(What is needed) Review the material line by line. Identify and copy every line that contains the string "Avenue".
○ ○ ○ ○
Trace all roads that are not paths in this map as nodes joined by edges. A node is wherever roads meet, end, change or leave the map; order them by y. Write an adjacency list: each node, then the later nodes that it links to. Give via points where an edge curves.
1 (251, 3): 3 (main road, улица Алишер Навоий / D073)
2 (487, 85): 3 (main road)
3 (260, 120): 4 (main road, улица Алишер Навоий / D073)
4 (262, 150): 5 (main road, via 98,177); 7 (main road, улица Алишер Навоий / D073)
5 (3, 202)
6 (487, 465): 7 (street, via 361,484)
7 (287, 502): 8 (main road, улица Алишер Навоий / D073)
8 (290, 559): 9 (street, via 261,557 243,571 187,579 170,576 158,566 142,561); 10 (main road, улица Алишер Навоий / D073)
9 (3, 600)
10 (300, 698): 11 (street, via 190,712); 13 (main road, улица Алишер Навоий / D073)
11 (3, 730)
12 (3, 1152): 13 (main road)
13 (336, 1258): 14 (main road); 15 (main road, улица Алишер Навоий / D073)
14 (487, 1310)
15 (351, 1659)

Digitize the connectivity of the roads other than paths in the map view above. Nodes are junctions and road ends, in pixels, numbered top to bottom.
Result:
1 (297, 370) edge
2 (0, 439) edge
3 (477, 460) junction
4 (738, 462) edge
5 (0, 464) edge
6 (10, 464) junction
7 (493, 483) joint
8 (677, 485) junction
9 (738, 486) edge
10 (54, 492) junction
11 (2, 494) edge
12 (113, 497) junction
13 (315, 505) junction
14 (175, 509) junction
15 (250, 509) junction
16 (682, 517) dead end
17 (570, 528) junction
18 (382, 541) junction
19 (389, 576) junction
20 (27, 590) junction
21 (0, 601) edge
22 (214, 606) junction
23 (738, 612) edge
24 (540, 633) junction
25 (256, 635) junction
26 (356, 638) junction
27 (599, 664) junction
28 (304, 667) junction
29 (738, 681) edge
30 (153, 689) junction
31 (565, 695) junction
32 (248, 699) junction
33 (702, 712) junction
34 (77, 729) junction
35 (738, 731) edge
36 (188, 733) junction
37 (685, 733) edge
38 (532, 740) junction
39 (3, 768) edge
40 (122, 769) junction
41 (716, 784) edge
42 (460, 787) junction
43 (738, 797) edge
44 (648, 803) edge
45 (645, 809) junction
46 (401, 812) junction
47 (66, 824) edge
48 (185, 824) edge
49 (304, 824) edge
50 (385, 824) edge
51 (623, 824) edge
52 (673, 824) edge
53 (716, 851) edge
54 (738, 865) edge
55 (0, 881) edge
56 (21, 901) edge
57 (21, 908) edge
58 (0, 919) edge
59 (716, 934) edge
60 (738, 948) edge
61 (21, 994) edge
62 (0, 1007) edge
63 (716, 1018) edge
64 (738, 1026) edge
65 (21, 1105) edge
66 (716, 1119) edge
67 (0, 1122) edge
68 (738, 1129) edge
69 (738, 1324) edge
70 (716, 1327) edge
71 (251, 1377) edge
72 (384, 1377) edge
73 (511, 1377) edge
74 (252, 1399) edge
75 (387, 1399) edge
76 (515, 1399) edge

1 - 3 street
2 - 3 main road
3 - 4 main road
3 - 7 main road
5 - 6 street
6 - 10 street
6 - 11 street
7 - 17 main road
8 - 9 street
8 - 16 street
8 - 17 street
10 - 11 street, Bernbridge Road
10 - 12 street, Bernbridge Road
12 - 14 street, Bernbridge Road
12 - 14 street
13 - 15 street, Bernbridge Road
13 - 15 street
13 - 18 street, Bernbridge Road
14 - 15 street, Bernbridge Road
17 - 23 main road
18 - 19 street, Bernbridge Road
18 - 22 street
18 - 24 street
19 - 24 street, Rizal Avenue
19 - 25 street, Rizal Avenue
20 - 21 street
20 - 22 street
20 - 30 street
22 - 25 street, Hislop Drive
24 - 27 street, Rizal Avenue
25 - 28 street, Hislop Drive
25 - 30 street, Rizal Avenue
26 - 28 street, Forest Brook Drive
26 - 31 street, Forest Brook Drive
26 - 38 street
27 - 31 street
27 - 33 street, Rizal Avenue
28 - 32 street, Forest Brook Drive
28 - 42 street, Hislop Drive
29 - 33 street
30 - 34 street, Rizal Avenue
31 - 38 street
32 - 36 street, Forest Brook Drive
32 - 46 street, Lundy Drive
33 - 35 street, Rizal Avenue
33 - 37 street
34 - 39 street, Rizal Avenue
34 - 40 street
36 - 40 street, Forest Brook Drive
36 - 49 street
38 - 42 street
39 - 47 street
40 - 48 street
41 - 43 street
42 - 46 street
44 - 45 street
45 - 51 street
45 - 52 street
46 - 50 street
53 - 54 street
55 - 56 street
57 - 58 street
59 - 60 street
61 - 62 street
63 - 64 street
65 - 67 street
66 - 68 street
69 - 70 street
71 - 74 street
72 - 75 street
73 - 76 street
○ ○ ○ ○
(Answer box)
19 - 24 street, Rizal Avenue
19 - 25 street, Rizal Avenue
24 - 27 street, Rizal Avenue
25 - 30 street, Rizal Avenue
27 - 33 street, Rizal Avenue
30 - 34 street, Rizal Avenue
33 - 35 street, Rizal Avenue
34 - 39 street, Rizal Avenue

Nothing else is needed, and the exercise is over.